HWWI-Rohstoffpreisindex: Aufwärtstrend der Industrierohstoffe setzt sich fort

735
Logo Hamburgisches WeltWirtschafts Institut

Hamburg — Nach einem starken Wachstum im Oktober gab der HWWI-Rohstoffpreisindex mit -4,5 Prozent (in Euro: -2,5 Prozent) im November wieder nach. Mit einem Zuwachs von 11,3 Prozent (in Euro: +13,6 Prozent) drückten die Industrierohstoffe den Index ohne Energie ins Plus (+6,5 Prozent; in Euro: +8,6 Prozent).

Nach dem erneuten Anstieg im November befindet sich der Index für Industrierohstoffe mit +11,3 Prozent (in Euro: +13,6 Prozent) auf seinem höchsten Stand seit Januar 2015. Vor allem NE-Metalle und Eisenerz haben seit Jahresbeginn mit der allmählichen Belebung der Weltwirtschaft kräftig an Wert gewonnen. Die Wahl Donald Trumps zum US-Präsidenten hat diesen Trend weiter angeheizt.

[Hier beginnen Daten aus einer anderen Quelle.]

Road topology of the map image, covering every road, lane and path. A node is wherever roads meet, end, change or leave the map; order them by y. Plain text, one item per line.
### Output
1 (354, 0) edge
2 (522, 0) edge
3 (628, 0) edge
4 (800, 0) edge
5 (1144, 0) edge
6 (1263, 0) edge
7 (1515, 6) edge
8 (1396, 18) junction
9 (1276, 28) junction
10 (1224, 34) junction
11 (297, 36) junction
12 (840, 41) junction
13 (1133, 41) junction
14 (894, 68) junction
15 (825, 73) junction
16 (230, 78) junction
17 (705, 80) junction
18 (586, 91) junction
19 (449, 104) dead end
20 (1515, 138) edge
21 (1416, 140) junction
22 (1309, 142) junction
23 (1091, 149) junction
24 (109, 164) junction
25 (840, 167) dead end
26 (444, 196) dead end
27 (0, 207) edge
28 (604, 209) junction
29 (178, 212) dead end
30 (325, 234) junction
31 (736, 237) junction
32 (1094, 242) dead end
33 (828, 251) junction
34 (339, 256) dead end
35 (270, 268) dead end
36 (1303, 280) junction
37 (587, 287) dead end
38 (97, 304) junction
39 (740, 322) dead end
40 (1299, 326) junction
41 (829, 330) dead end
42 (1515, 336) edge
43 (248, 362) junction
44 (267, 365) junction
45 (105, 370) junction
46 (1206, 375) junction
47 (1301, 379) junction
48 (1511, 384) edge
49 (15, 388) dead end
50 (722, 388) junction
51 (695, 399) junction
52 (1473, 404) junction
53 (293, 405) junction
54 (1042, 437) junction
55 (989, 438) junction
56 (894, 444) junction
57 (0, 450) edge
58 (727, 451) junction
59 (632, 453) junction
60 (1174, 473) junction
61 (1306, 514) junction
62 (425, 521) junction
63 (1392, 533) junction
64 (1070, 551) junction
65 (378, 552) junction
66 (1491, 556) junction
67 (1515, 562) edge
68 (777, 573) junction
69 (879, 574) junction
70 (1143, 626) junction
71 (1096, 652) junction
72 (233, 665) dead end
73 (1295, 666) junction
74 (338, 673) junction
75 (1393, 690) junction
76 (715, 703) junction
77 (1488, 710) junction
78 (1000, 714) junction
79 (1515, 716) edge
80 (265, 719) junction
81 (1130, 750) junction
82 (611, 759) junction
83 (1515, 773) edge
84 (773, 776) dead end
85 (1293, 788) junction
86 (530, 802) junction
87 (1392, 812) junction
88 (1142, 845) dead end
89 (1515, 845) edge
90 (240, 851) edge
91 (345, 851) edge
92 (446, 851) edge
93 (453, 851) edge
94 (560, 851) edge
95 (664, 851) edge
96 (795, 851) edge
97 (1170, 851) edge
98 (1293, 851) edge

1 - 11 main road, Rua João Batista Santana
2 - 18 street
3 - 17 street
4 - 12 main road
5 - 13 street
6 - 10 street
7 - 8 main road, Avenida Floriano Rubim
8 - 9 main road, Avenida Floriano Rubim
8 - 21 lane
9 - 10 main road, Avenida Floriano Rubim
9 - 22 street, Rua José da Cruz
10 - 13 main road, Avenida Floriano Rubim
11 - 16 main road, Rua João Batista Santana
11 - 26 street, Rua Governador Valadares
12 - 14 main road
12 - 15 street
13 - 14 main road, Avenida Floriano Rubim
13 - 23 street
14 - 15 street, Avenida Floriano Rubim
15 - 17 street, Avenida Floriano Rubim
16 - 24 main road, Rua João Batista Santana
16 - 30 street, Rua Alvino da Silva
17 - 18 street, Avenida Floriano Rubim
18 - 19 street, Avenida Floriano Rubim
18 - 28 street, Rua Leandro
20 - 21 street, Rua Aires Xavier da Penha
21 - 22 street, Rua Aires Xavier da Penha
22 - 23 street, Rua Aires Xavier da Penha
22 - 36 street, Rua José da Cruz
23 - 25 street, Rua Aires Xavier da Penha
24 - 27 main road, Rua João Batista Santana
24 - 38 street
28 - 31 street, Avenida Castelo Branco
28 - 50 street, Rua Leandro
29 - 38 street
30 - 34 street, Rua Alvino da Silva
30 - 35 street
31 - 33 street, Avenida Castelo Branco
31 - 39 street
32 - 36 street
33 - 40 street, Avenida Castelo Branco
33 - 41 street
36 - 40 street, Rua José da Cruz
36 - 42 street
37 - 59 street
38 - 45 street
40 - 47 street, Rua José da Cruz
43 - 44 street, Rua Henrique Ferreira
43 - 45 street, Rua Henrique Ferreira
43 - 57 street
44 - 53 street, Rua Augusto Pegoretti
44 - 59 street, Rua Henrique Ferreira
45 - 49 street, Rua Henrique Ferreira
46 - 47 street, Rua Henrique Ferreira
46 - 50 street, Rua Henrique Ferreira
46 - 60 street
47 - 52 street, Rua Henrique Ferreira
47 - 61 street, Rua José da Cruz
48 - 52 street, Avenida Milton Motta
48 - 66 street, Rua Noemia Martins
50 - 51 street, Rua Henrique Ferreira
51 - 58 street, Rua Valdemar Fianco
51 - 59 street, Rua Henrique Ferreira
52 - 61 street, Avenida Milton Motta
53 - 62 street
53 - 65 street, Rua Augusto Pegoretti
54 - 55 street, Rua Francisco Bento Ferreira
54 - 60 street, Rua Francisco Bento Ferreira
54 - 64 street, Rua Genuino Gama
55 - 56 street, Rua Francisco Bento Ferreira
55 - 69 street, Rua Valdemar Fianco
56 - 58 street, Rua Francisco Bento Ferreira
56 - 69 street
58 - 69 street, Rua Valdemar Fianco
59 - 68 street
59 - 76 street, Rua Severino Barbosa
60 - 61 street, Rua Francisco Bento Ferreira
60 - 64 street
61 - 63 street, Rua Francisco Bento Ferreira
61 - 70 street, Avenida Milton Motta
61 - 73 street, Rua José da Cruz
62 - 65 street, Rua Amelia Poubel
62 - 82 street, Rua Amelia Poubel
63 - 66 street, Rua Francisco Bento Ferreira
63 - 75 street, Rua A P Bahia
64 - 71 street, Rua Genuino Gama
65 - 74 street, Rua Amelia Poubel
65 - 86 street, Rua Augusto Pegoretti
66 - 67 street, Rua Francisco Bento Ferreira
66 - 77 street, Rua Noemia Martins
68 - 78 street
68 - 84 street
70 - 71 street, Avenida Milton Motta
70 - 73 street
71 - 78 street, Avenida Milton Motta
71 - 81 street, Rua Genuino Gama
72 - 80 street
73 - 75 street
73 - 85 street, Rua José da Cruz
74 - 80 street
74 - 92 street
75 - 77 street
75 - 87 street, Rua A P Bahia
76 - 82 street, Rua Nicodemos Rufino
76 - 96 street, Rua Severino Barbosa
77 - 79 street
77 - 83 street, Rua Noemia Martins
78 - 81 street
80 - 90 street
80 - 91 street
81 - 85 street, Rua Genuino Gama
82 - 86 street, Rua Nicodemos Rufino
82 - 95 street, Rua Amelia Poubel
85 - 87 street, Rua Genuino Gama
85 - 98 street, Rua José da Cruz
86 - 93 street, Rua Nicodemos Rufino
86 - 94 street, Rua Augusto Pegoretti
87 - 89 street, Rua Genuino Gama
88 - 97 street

Zum einen wecken die versprochenen Investitionen in die Infrastruktur Hoffnungen in der Baubranche und damit die Nachfrage nach Metallen. Zum anderen bieten Rohstoffe einen gewissen Schutz gegenüber der zurzeit in den USA ansteigenden Inflation. Dies spiegelt sich unter anderem in den Preisen für Aluminium (+4,2 Prozent, in Euro: +6,4 Prozent), Kupfer (+15,1 Prozent, in Euro: +17,6 Prozent) und Eisenerz (+24,3 Prozent; in Euro: +26,8 Prozent) wider.